- ACTION ITEM: Go line by line through the listing below and copy those that hold "middle".

=====

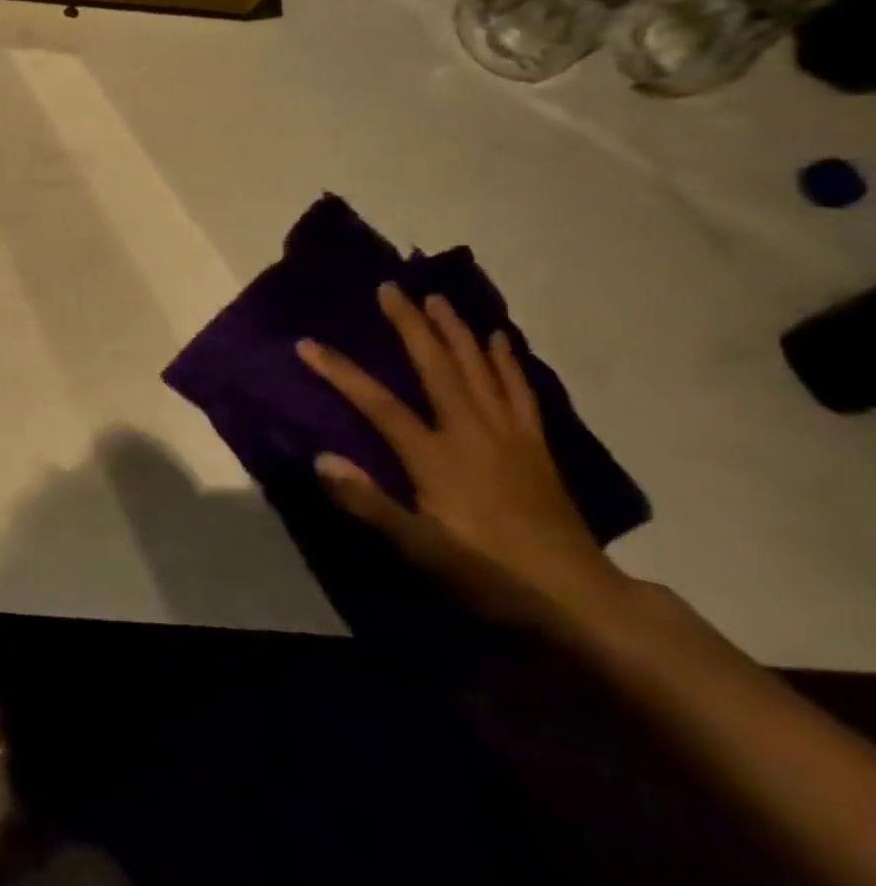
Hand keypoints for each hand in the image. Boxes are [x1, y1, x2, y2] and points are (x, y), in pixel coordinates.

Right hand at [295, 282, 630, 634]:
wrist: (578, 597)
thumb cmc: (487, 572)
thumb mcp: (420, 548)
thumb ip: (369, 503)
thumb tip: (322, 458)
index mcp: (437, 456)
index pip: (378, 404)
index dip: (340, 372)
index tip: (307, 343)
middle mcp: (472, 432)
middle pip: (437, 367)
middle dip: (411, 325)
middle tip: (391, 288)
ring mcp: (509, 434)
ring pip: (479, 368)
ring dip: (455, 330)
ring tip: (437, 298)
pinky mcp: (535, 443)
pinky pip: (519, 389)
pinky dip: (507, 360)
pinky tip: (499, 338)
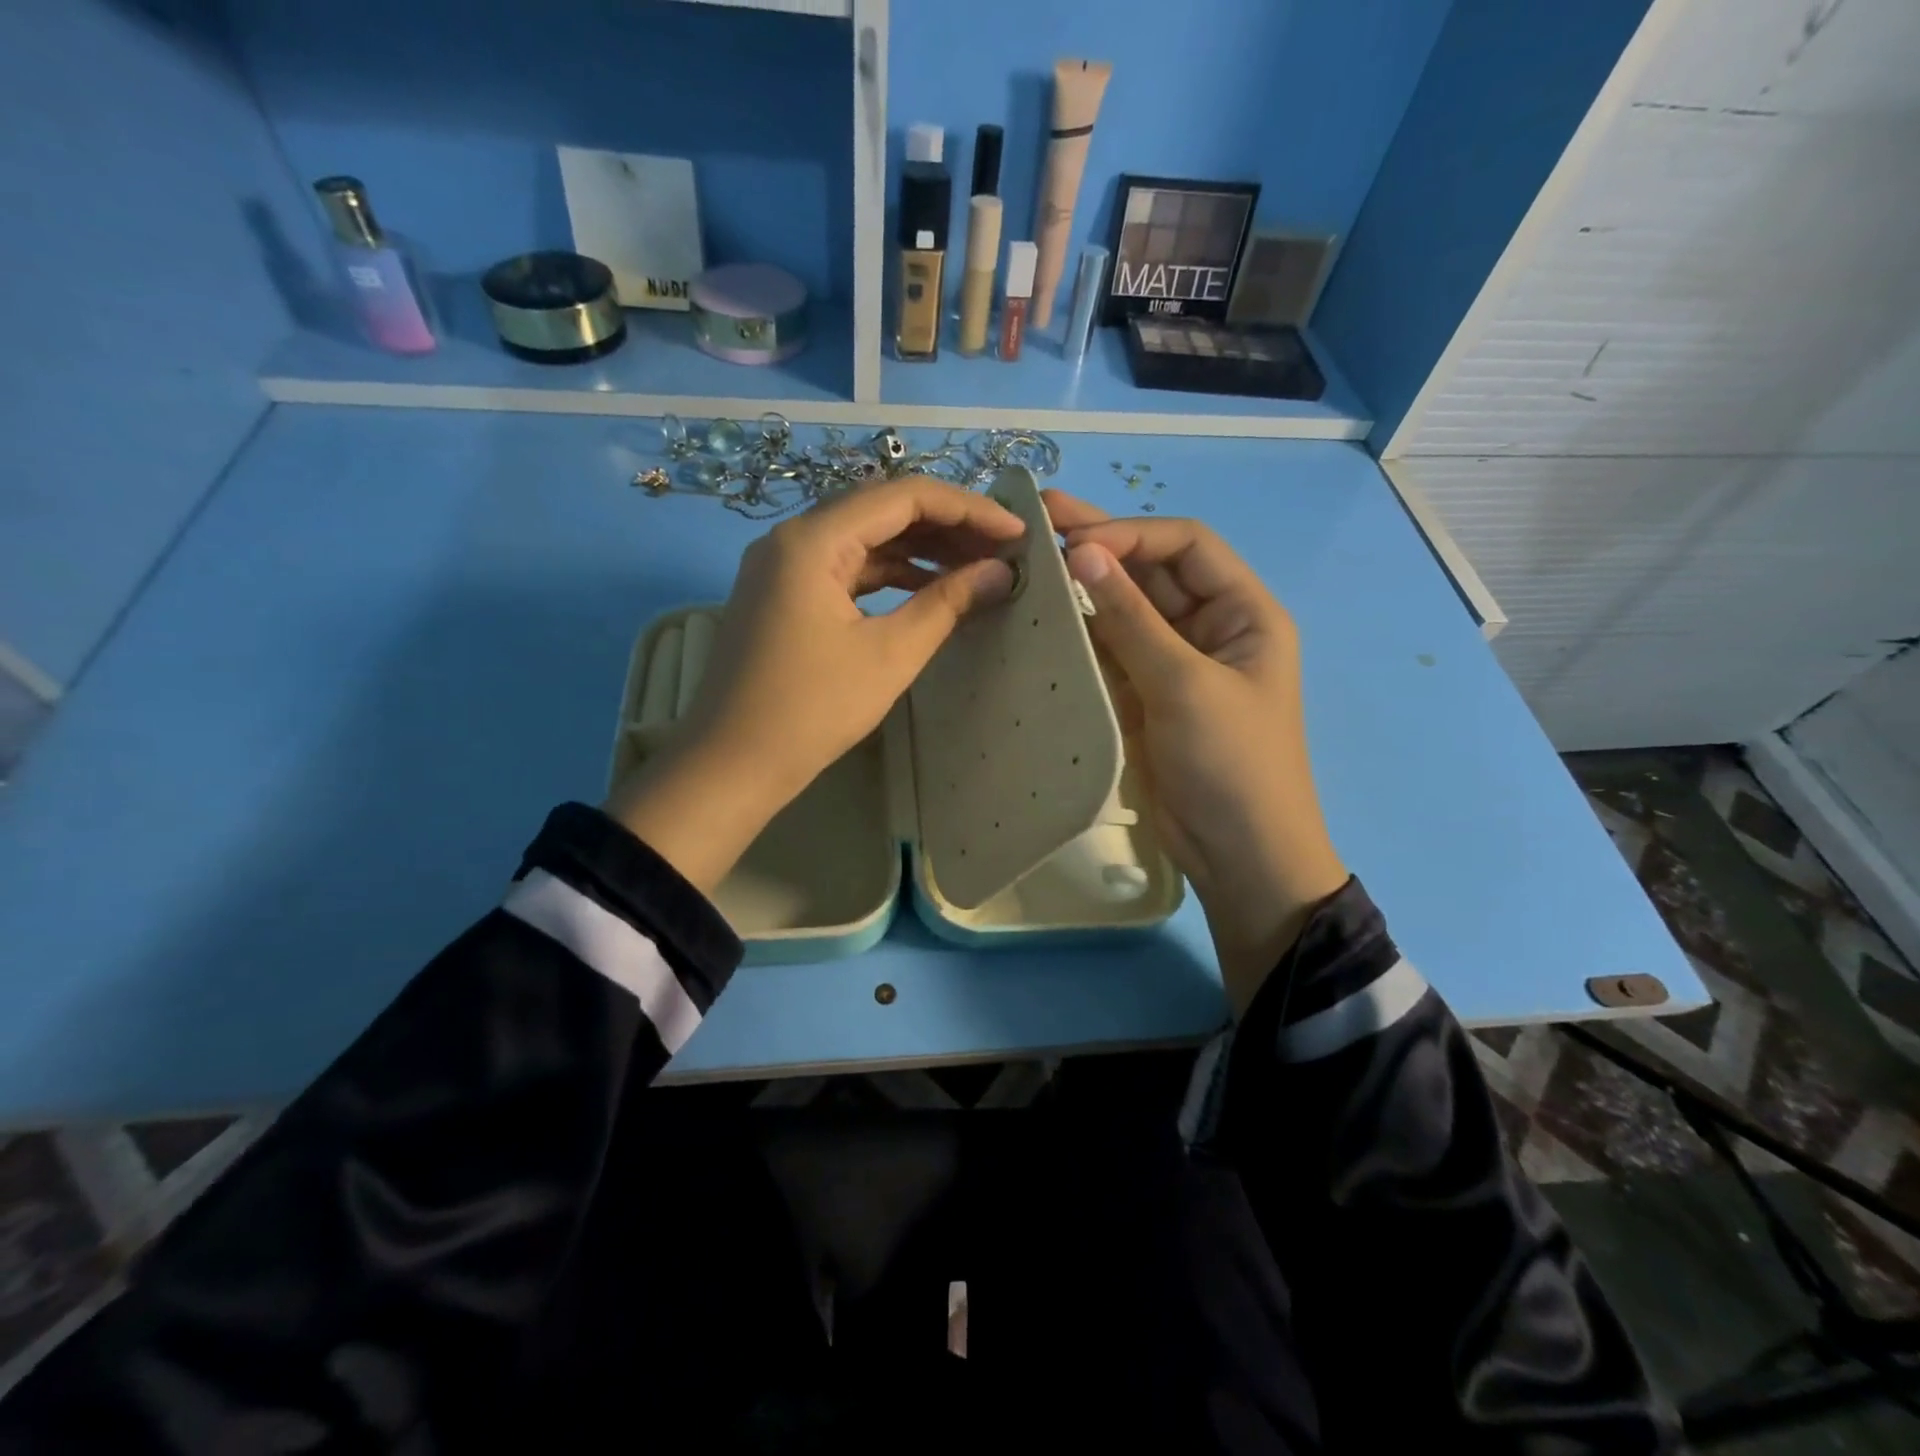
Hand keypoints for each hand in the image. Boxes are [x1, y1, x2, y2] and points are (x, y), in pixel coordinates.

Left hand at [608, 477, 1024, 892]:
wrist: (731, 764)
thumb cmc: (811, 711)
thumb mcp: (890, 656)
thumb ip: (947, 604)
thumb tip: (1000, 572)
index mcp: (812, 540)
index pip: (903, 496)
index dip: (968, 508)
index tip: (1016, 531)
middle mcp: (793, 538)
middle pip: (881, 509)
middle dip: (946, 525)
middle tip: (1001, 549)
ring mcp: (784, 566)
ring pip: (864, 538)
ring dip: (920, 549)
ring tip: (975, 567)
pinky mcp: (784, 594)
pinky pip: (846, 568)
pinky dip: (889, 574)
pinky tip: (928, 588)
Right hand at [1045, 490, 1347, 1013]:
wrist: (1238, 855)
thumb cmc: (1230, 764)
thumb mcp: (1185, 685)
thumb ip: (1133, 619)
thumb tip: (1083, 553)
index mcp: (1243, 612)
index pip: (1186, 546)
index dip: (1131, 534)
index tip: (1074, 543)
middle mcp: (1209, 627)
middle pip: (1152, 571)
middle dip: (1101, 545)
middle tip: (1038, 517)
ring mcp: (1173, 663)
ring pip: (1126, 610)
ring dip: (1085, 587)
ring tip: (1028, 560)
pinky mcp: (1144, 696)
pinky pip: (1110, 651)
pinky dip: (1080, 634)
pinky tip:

=====

- EXERCISE OUTPUT:
middle mcp: (472, 432)
middle pip: (437, 367)
middle dip: (411, 325)
middle tip: (391, 288)
middle mcp: (793, 538)
middle pip: (881, 509)
middle dip: (946, 525)
middle tip: (1001, 549)
middle mcp: (1209, 627)
middle pip: (1152, 571)
middle dip: (1101, 545)
middle tip: (1038, 517)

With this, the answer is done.